Sentinelle imperturbable, Bonifacio se présente presque irréelle et semble ne rien redouter. Provoquant le temps et le vertige, rien ne trouble sa force et sa posture, rien, pas même l’érosion inexorable de la falaise qui la porte et qui, en certains endroits s’épuise et capitule, ni même les frimas de son histoire romanesque. Bâtie sans doute en 832 sur les ordres d’un marquis qui lui laissa son nom, la cité forteresse fut très rapidement sous l’influence des puissantes républiques voisines de Pise, puis de Gênes à partir du XIe s. jusqu’en 1769, date à laquelle la Corse revient à la France. Ces deux puissantes cités états, en lutte pendant des siècles pour exercer leur domination sur les mers Tyrrhénienne et Méditerranéenne, ont légué à Bonifacio un héritage en tout point exceptionnel et ont inscrit ses caractères de noblesses en lettres capitales.

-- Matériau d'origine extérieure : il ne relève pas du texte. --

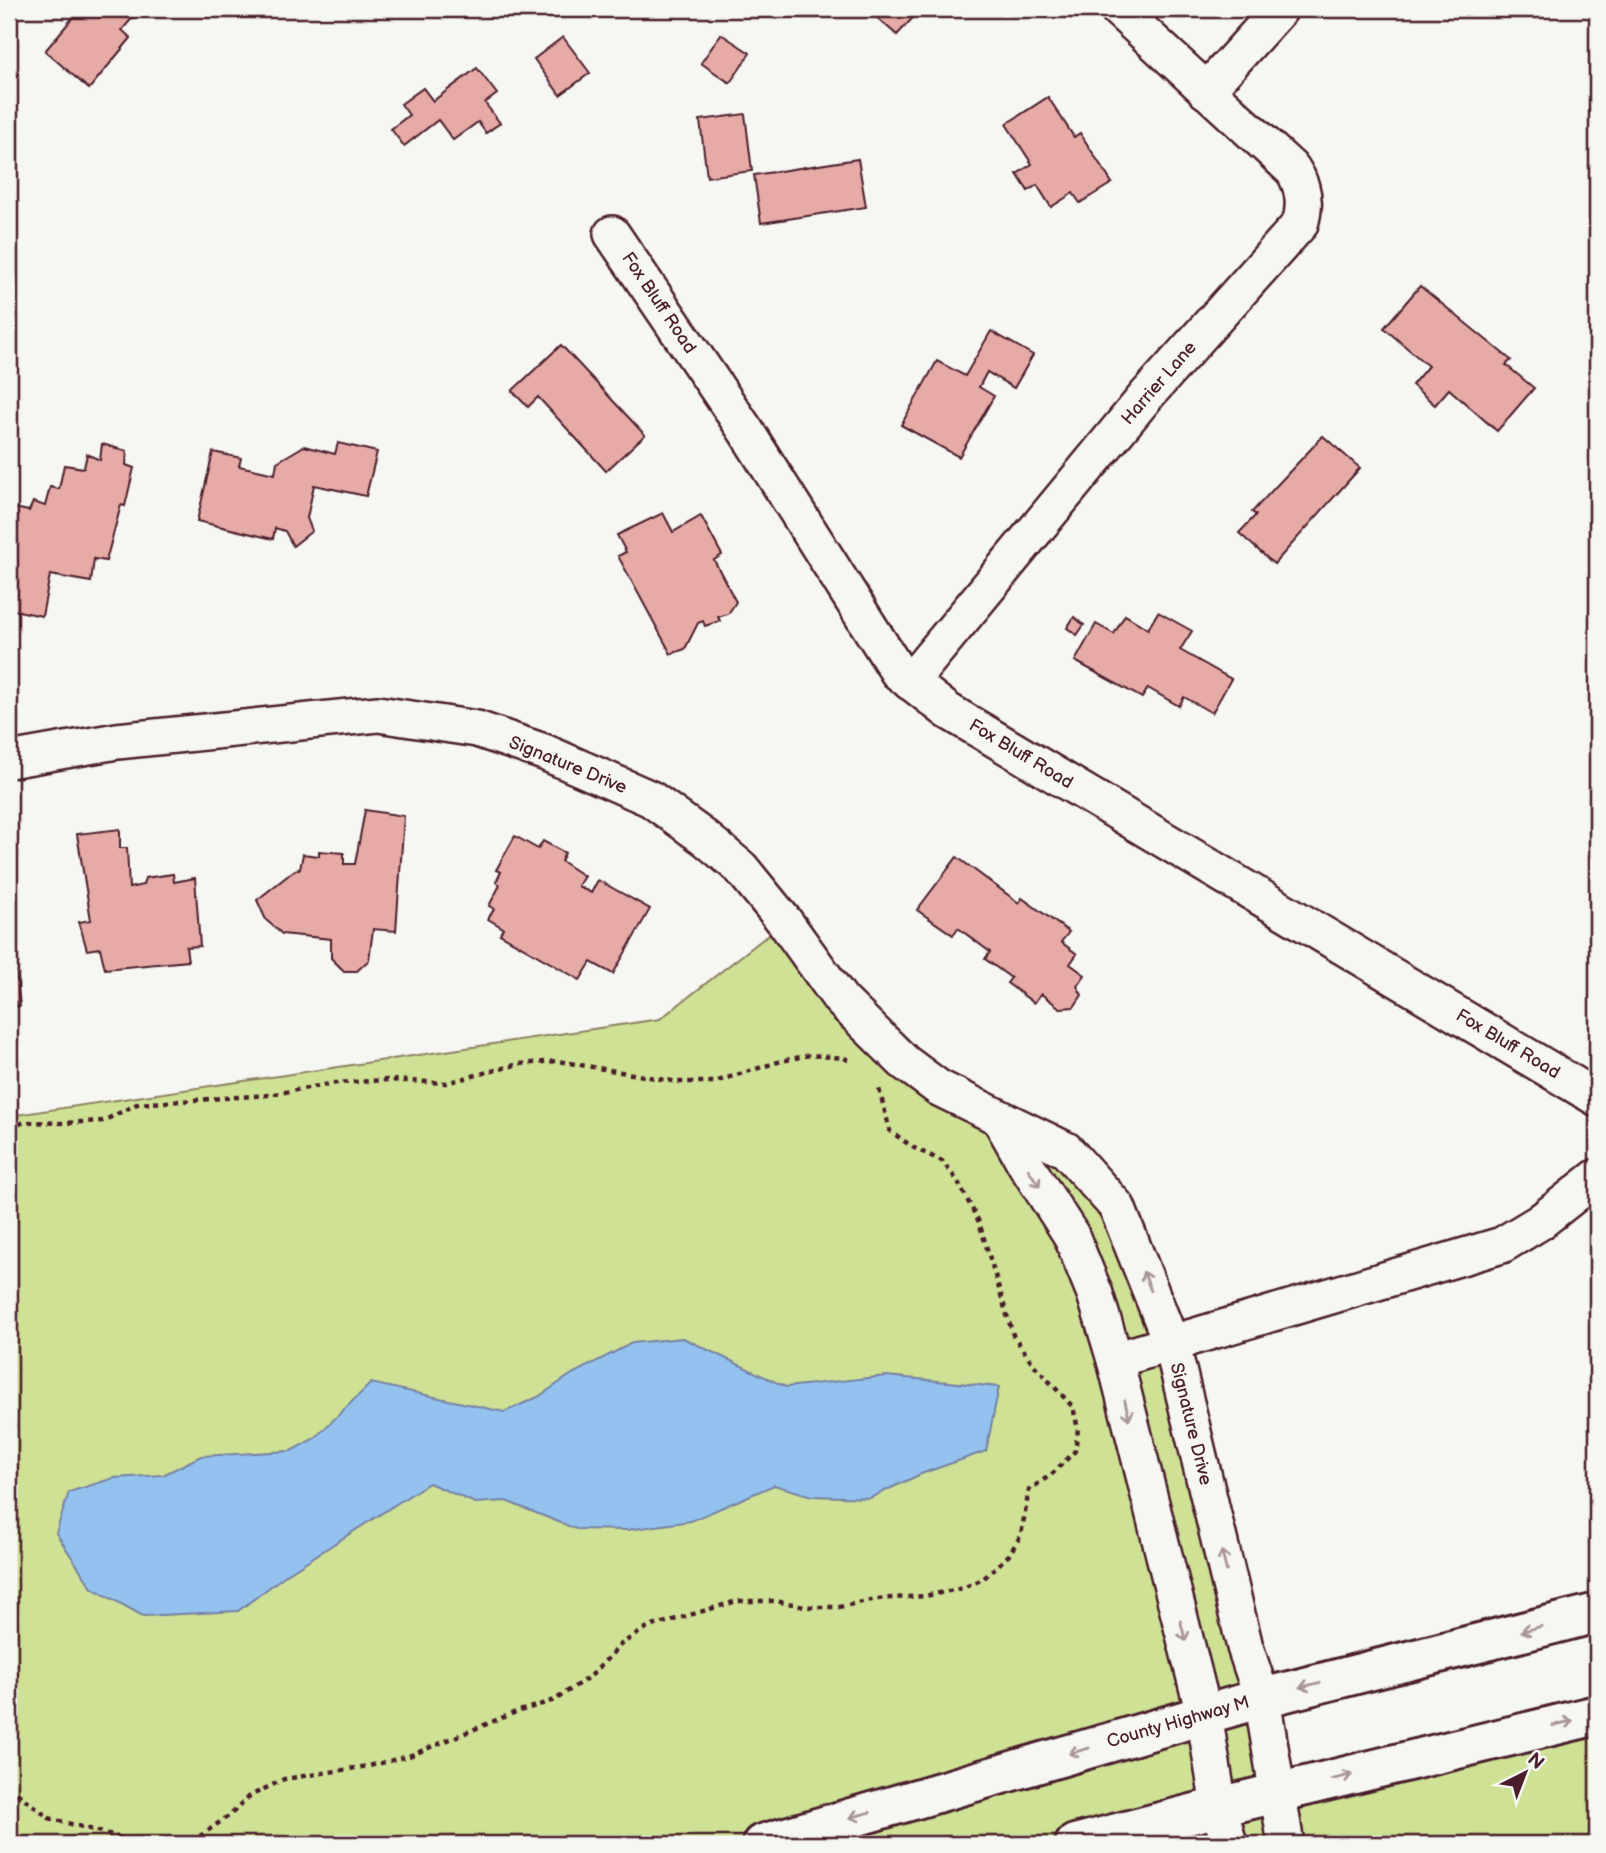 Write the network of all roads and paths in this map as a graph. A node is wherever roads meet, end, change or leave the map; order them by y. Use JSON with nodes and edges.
{"nodes":[{"id":1,"x":1118,"y":9,"type":"edge"},
{"id":2,"x":1280,"y":9,"type":"edge"},
{"id":3,"x":1206,"y":91,"type":"junction"},
{"id":4,"x":612,"y":234,"type":"dead end"},
{"id":5,"x":910,"y":682,"type":"junction"},
{"id":6,"x":9,"y":760,"type":"edge"},
{"id":7,"x":861,"y":1065,"type":"dead end"},
{"id":8,"x":876,"y":1080,"type":"dead end"},
{"id":9,"x":1597,"y":1098,"type":"edge"},
{"id":10,"x":1000,"y":1119,"type":"junction"},
{"id":11,"x":9,"y":1127,"type":"edge"},
{"id":12,"x":1597,"y":1177,"type":"edge"},
{"id":13,"x":1172,"y":1345,"type":"junction"},
{"id":14,"x":1115,"y":1360,"type":"junction"},
{"id":15,"x":1597,"y":1614,"type":"edge"},
{"id":16,"x":1262,"y":1698,"type":"junction"},
{"id":17,"x":1204,"y":1714,"type":"junction"},
{"id":18,"x":1597,"y":1715,"type":"edge"},
{"id":19,"x":9,"y":1787,"type":"edge"},
{"id":20,"x":1276,"y":1794,"type":"junction"},
{"id":21,"x":1219,"y":1807,"type":"junction"},
{"id":22,"x":135,"y":1844,"type":"edge"},
{"id":23,"x":181,"y":1844,"type":"edge"},
{"id":24,"x":762,"y":1844,"type":"edge"},
{"id":25,"x":1075,"y":1844,"type":"edge"},
{"id":26,"x":1229,"y":1844,"type":"edge"},
{"id":27,"x":1286,"y":1844,"type":"edge"}],
"edges":[{"from":1,"to":3,"type":"street","name":"Harrier Lane"},
{"from":2,"to":3,"type":"street"},
{"from":3,"to":5,"type":"street","name":"Harrier Lane"},
{"from":4,"to":5,"type":"street","name":"Fox Bluff Road"},
{"from":5,"to":9,"type":"street","name":"Fox Bluff Road"},
{"from":6,"to":10,"type":"street","name":"Signature Drive"},
{"from":7,"to":11,"type":"path"},
{"from":8,"to":23,"type":"path"},
{"from":13,"to":10,"type":"street","name":"Signature Drive","one_way":true},
{"from":10,"to":14,"type":"street","one_way":true},
{"from":12,"to":13,"type":"street"},
{"from":13,"to":14,"type":"street"},
{"from":16,"to":13,"type":"street","name":"Signature Drive","one_way":true},
{"from":14,"to":17,"type":"street","one_way":true},
{"from":15,"to":16,"type":"main road","name":"County Highway M","one_way":true},
{"from":16,"to":17,"type":"main road","name":"County Highway M"},
{"from":16,"to":20,"type":"street","name":"Signature Drive"},
{"from":17,"to":21,"type":"street"},
{"from":17,"to":24,"type":"main road","name":"County Highway M","one_way":true},
{"from":20,"to":18,"type":"main road","one_way":true},
{"from":19,"to":22,"type":"path"},
{"from":20,"to":21,"type":"main road"},
{"from":20,"to":27,"type":"street","name":"Signature Drive"},
{"from":21,"to":25,"type":"main road"},
{"from":21,"to":26,"type":"street"}]}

Si l’on regarde plus loin encore, dans l’invisible cette fois, Bonifacio nous fait remonter aux temps de la grande aventure du premier peuplement de la Corse, à l’époque ou nos lointains ancêtres ont débuté l’odyssée qui donnera naissance à la première civilisation insulaire.
Convoitée en raison de sa position stratégique sur les routes maritimes dès les premières heures du néolithique, courtisée pour l’extrême magie de son implantation et la richesse de son environnement, Bonifacio a de tous temps protégé ses habitants et fasciné le visiteur.